Table I.Immunostaining of human uterine myometrium and myoma with antibodies for type I, III and IV collagens. |
Discussion
In the present study, we investigated changes in the composition of the ECM, including type I, III and IV collagens, in human leiomyomata and normal myometrium tissues obtained throughout the menstrual cycle.
Although type I and III collagens are commonly found in combination, our present study showed that the ratios of type I collagen in the tissues of leiomyomata were significantly higher than those in the normal myometrium throughout the menstrual cycle. However, immunostaining for type III and IV collagen demonstrated a similar pattern in the leiomyomata and the normal myometrium throughout the menstrual cycle. Thus, type I collagen deposition may result in the fibrotic nature of leiomyomata, so called ‘fibroids’. Type I collagen has been demonstrated in the human skin (10) and in human atherosclerosis (11,12). One possible cause is an increase in the density of cells in the leiomyoma tissues.

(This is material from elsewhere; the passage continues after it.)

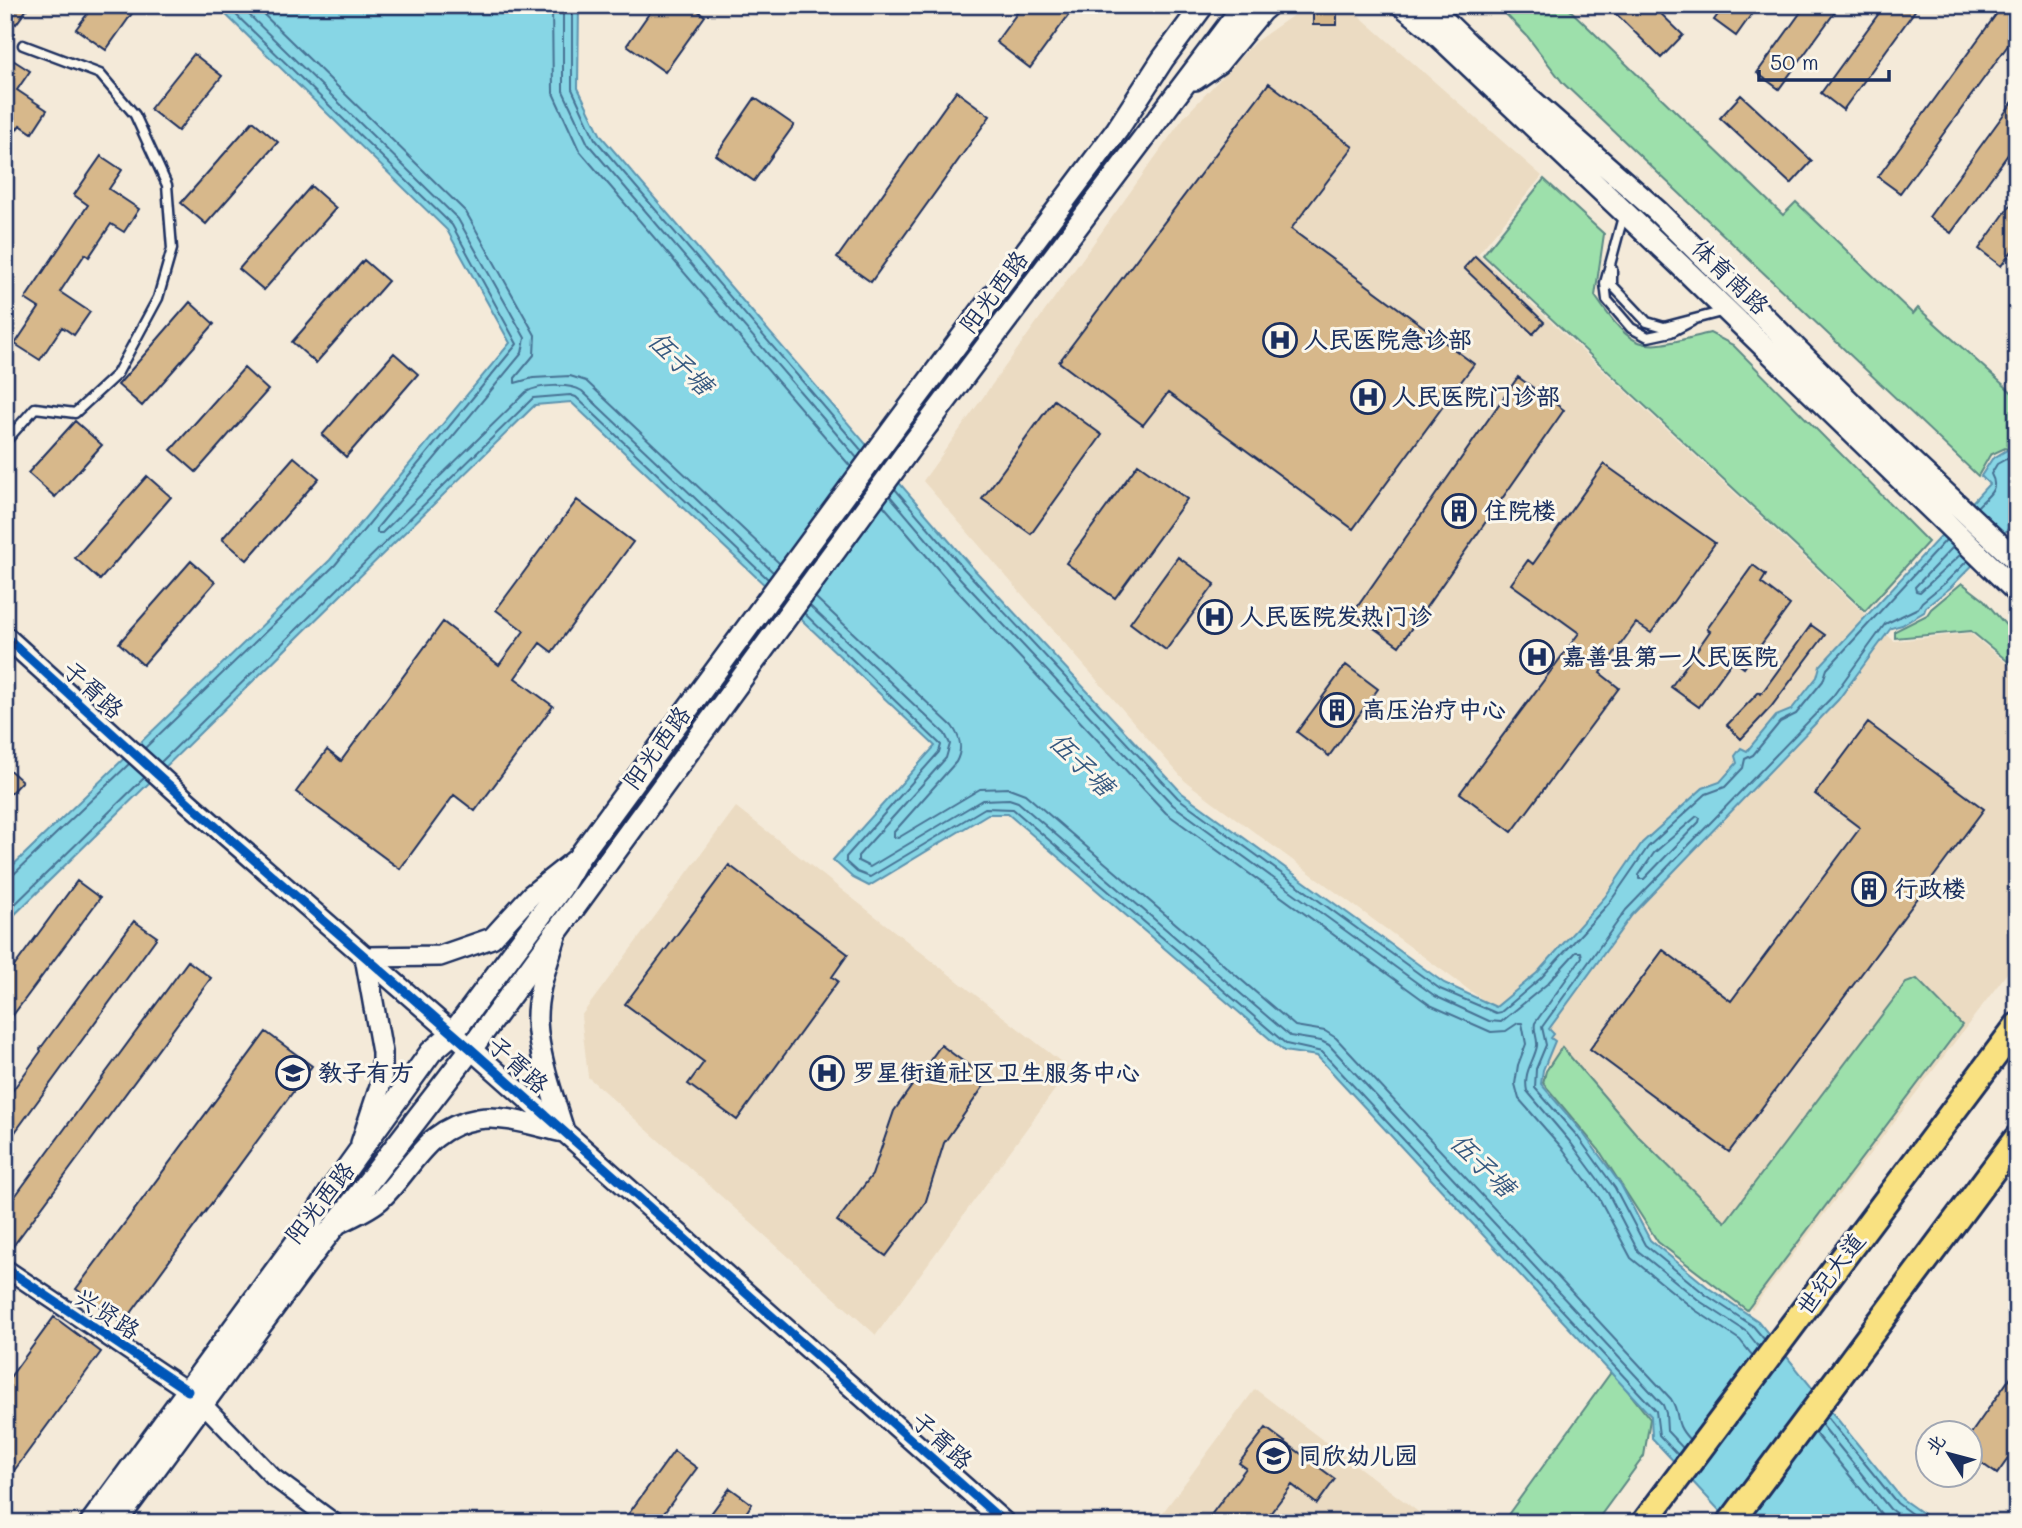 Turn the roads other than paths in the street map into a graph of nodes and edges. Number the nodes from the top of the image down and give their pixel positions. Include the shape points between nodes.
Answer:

Cell density-dependent effects have been previously reported in various types of cell, including mesangial (13,14), endothelial (15,16), vascular smooth muscle (17,18), fibroblasts (19,20) and primitive mesenchymal cells (21). It has been suggested that cell density may modulate biological behavior, with changes in signal-transduction responses to hormonal stimulation in growth, in the synthesis and composition of the ECM, and in the synthesis of specific proteins (13,14). Therefore, our findings suggest that leiomyomata exhibit an alteration in cell density or proliferation of their cells and that accumulation of ECM, particularly increased type I collagen in leiomyoma tissues, may play a key role in biological behavior in terms of the reaction to ovarian hormones, such as estrogen and progesterone, as well as cytokines and growth factors, such as TGF-β (22–24).
Moreover, type I collagen has been shown to mediate cell behavior, including attachment, spread, proliferation and morphogenesis (25–28). Therefore, it is suggested that increased relative levels of type I collagen in leiomyomata provide a biochemical basis for the functional regulation of leiomyoma cells as compared to normal myometrium.
In conclusion, an increased level of the protein expression of type I collagen was found in the uterine leiomyomata as compared to that in the normal myometrium throughout the menstrual cycle. Therefore, changes in the composition of collagens, which modulate the expression of various cytokines and growth factors, result in the morphologic and functional characteristics of uterine leiomyomata. This study enhanced the understanding of the pathophysiology of uterine leiomyomata in terms of ECM metabolism. Further research is required to elucidate the mechanisms which regulate the expression of genes of other types of collagen in uterine leiomyomata throughout the menstrual cycle and during hormone therapy.